▶ Description of the task: The answer must be every line of the records below that contains the word "Губкіна", copied out.

################

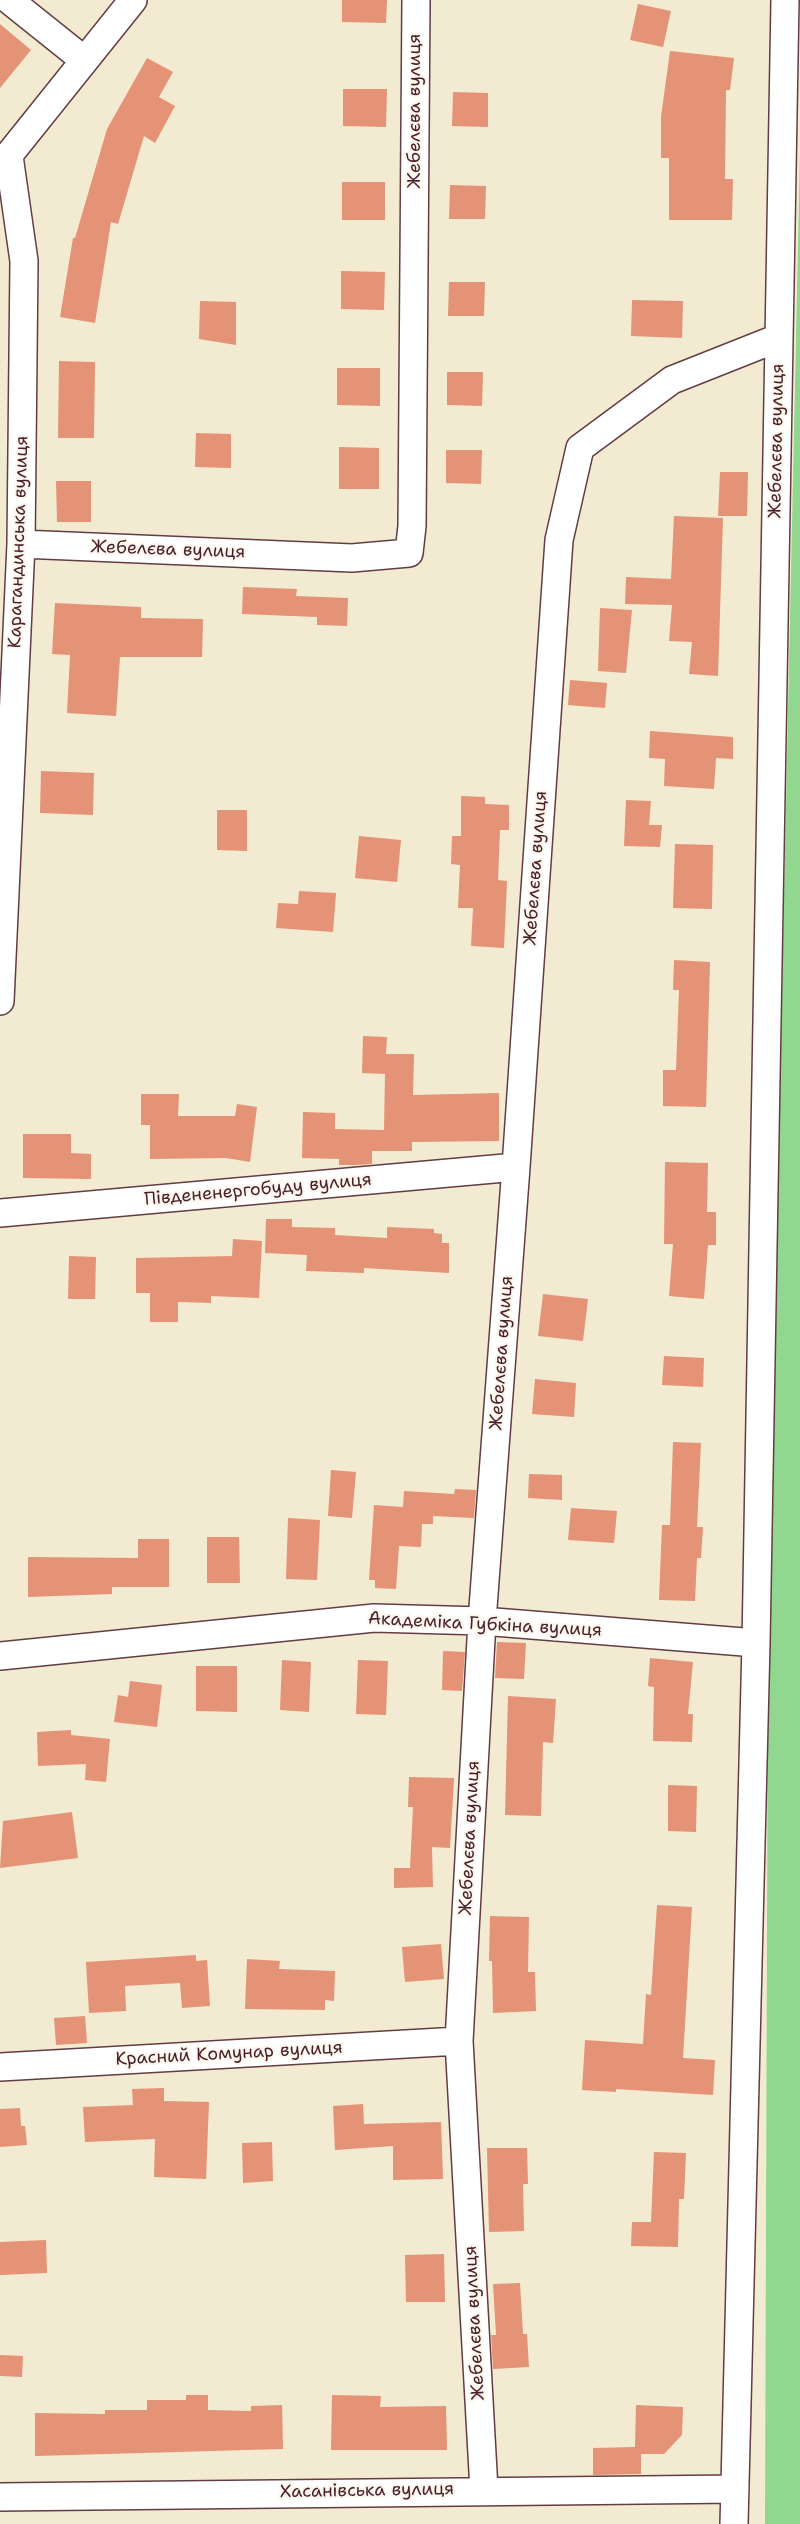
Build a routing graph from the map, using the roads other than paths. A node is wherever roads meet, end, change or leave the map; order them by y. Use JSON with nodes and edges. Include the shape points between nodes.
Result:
{"nodes":[{"id":1,"x":9,"y":0,"type":"edge"},
{"id":2,"x":133,"y":0,"type":"edge"},
{"id":3,"x":416,"y":0,"type":"edge"},
{"id":4,"x":785,"y":0,"type":"edge"},
{"id":5,"x":84,"y":60,"type":"junction"},
{"id":6,"x":4,"y":161,"type":"edge"},
{"id":7,"x":778,"y":338,"type":"junction"},
{"id":8,"x":21,"y":544,"type":"junction"},
{"id":9,"x":0,"y":1000,"type":"edge"},
{"id":10,"x":516,"y":1167,"type":"junction"},
{"id":11,"x":0,"y":1213,"type":"edge"},
{"id":12,"x":482,"y":1621,"type":"junction"},
{"id":13,"x":756,"y":1643,"type":"junction"},
{"id":14,"x":0,"y":1656,"type":"edge"},
{"id":15,"x":459,"y":2041,"type":"junction"},
{"id":16,"x":0,"y":2067,"type":"edge"},
{"id":17,"x":735,"y":2488,"type":"junction"},
{"id":18,"x":484,"y":2490,"type":"junction"},
{"id":19,"x":0,"y":2498,"type":"edge"},
{"id":20,"x":734,"y":2524,"type":"edge"}],
"edges":[{"from":1,"to":5,"type":"street"},
{"from":2,"to":5,"type":"street","name":"Карагандинська вулиця"},
{"from":3,"to":8,"type":"street","name":"Жебелєва вулиця","via":[[409,553],[352,558]]},
{"from":4,"to":7,"type":"street","name":"Жебелєва вулиця"},
{"from":5,"to":6,"type":"street","name":"Карагандинська вулиця"},
{"from":6,"to":8,"type":"street","name":"Карагандинська вулиця","via":[[24,261]]},
{"from":7,"to":10,"type":"street","name":"Жебелєва вулиця","via":[[672,380],[580,448],[559,540]]},
{"from":7,"to":13,"type":"street","name":"Жебелєва вулиця"},
{"from":8,"to":9,"type":"street","name":"Карагандинська вулиця"},
{"from":10,"to":11,"type":"street","name":"Південенергобуду вулиця"},
{"from":10,"to":12,"type":"street","name":"Жебелєва вулиця"},
{"from":12,"to":13,"type":"street","name":"Академіка Губкіна вулиця"},
{"from":12,"to":14,"type":"street","name":"Академіка Губкіна вулиця","via":[[374,1618]]},
{"from":12,"to":15,"type":"street","name":"Жебелєва вулиця"},
{"from":13,"to":17,"type":"street","name":"Жебелєва вулиця"},
{"from":15,"to":16,"type":"street","name":"Красний Комунар вулиця"},
{"from":15,"to":18,"type":"street","name":"Жебелєва вулиця"},
{"from":17,"to":18,"type":"street","name":"Хасанівська вулиця"},
{"from":17,"to":20,"type":"street","name":"Жебелєва вулиця"},
{"from":18,"to":19,"type":"street","name":"Хасанівська вулиця"}]}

################

▶ The completed task:
{"from":12,"to":13,"type":"street","name":"Академіка Губкіна вулиця"},
{"from":12,"to":14,"type":"street","name":"Академіка Губкіна вулиця","via":[[374,1618]]},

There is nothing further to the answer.